(Stored items)
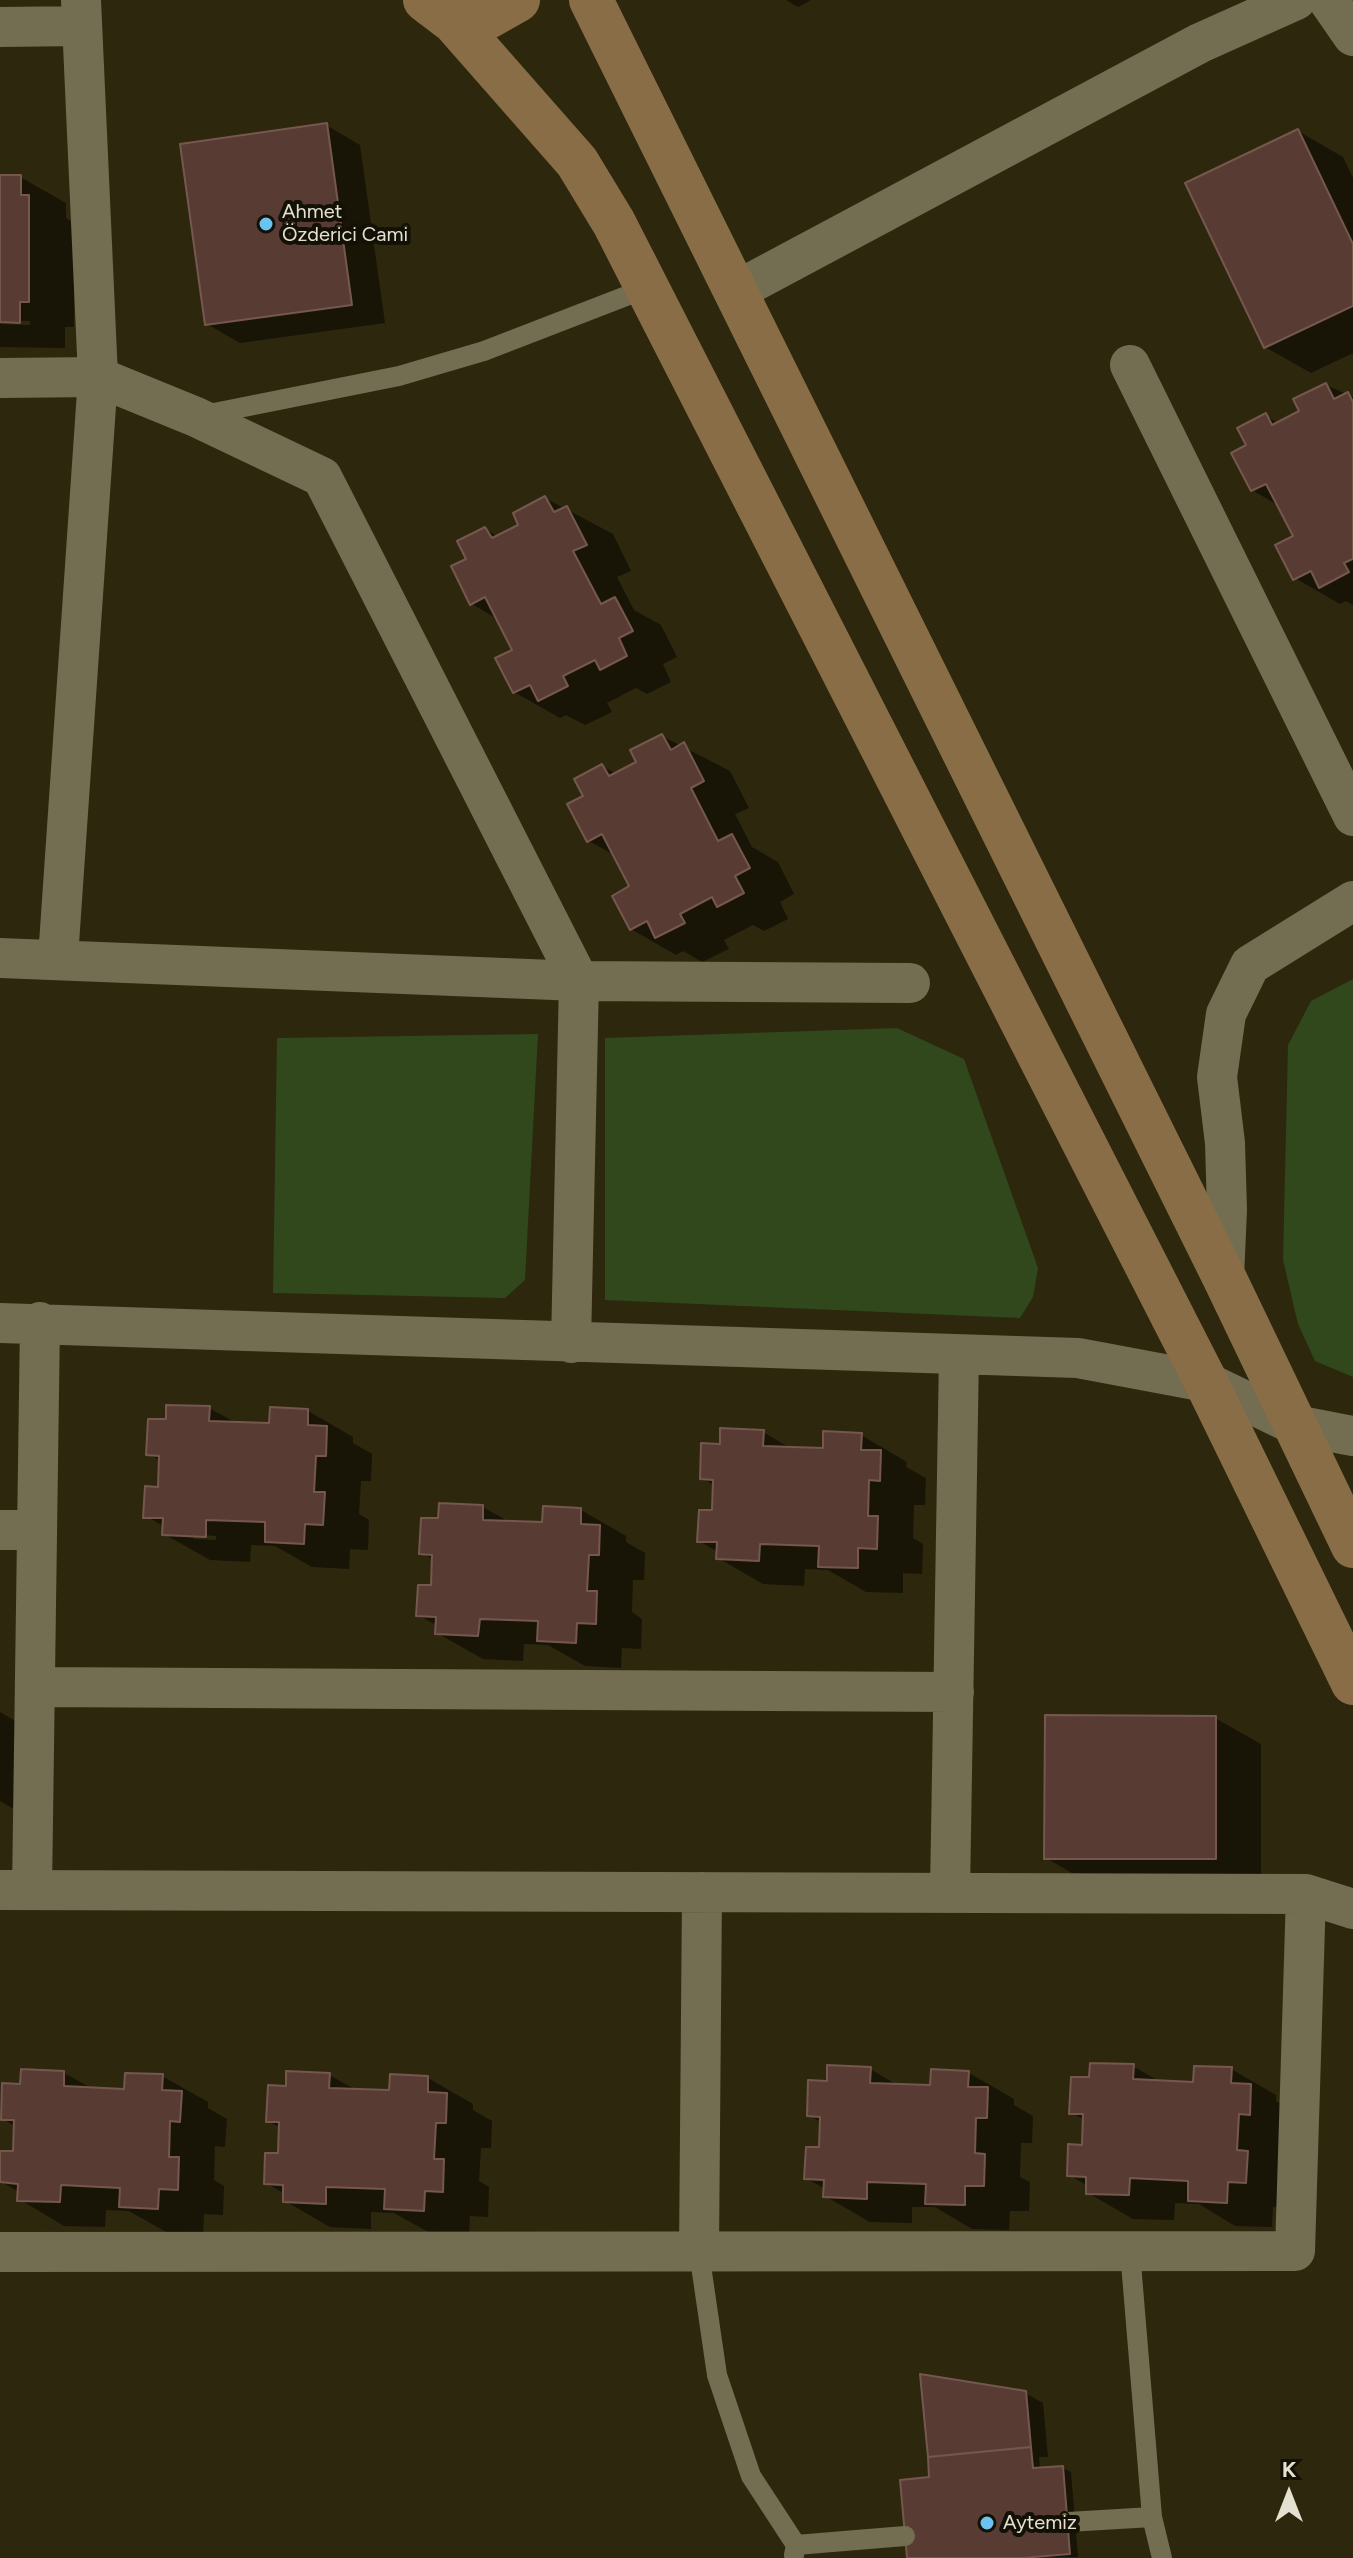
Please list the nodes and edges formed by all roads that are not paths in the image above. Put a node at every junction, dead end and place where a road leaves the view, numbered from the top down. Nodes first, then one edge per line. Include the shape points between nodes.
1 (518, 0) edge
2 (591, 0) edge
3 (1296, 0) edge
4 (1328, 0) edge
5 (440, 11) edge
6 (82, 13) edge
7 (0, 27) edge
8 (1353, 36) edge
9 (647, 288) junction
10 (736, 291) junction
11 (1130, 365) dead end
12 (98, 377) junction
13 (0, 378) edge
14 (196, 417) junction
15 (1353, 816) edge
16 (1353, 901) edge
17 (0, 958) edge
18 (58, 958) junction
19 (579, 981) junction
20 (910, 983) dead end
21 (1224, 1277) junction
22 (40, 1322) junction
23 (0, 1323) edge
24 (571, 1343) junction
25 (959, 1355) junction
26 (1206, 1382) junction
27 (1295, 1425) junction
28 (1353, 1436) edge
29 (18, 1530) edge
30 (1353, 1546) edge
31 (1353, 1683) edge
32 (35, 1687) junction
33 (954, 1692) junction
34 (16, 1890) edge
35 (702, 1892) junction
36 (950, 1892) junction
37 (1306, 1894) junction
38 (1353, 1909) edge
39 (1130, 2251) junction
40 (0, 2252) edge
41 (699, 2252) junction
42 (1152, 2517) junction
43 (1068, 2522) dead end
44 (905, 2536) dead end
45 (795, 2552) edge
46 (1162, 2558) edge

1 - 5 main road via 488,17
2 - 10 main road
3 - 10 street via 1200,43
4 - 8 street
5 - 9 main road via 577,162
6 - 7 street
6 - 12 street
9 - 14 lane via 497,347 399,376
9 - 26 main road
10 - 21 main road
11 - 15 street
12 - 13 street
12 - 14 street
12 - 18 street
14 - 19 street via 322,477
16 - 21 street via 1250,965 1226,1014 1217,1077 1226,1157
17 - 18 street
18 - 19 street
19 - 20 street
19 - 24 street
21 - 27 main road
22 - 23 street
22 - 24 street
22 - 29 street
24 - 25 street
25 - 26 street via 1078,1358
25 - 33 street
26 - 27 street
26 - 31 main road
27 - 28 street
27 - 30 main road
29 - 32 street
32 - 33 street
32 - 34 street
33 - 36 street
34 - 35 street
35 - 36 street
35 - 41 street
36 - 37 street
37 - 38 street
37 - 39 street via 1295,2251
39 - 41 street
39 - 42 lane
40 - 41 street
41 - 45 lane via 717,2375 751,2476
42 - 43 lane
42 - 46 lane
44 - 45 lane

* * *

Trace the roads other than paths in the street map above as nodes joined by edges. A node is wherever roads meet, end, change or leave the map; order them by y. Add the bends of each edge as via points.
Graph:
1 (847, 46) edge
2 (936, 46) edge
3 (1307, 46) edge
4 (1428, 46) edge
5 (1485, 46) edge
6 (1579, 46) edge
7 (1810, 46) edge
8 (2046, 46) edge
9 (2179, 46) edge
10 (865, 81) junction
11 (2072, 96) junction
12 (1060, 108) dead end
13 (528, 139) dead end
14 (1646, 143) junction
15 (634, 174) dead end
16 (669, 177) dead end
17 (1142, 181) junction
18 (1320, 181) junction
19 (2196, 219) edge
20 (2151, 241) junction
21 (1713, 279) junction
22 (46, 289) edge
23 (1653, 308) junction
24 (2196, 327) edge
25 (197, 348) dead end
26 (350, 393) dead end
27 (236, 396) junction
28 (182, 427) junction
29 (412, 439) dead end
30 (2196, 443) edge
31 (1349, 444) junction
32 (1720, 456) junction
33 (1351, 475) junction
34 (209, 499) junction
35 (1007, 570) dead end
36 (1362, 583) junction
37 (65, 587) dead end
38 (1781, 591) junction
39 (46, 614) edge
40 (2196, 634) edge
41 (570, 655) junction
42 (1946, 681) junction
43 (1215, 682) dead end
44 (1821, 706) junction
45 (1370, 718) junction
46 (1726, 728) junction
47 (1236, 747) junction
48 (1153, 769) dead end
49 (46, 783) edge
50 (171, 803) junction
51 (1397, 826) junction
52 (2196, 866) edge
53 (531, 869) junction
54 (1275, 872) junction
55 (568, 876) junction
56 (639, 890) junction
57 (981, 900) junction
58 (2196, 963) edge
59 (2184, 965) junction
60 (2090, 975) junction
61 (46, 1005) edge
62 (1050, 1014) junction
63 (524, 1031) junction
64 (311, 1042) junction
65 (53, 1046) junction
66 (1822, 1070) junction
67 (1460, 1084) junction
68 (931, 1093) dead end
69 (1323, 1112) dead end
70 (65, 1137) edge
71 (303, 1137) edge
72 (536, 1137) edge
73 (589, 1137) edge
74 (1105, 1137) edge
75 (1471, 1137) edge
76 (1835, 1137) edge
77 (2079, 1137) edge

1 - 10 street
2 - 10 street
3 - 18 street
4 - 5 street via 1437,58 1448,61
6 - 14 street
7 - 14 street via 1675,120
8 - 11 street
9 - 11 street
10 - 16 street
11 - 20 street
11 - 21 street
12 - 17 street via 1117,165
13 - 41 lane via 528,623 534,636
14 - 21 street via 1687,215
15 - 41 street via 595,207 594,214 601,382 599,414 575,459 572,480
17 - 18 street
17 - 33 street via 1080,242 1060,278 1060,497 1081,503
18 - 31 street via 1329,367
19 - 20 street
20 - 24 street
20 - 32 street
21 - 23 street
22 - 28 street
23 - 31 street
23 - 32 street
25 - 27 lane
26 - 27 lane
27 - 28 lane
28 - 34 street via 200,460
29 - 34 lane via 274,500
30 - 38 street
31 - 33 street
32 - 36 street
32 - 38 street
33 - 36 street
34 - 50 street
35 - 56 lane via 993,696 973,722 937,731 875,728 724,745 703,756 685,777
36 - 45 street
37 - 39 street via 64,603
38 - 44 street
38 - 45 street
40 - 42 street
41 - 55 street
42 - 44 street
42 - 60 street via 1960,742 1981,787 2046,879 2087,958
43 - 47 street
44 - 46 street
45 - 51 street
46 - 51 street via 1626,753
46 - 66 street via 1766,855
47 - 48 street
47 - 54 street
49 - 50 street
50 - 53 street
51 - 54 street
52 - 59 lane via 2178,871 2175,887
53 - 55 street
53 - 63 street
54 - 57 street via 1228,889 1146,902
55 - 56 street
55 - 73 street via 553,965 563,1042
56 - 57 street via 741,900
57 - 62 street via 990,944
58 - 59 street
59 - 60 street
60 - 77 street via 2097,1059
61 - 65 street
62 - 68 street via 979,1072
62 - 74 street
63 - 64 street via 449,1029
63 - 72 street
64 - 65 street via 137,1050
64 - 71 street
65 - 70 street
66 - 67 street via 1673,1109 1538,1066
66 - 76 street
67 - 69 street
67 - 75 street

- _Directions for this task_
Go through the data, and copy each line in which the word "roads" appears.

- _Finished exercise_
Please list the nodes and edges formed by all roads that are not paths in the image above. Put a node at every junction, dead end and place where a road leaves the view, numbered from the top down. Nodes first, then one edge per line. Include the shape points between nodes.
Trace the roads other than paths in the street map above as nodes joined by edges. A node is wherever roads meet, end, change or leave the map; order them by y. Add the bends of each edge as via points.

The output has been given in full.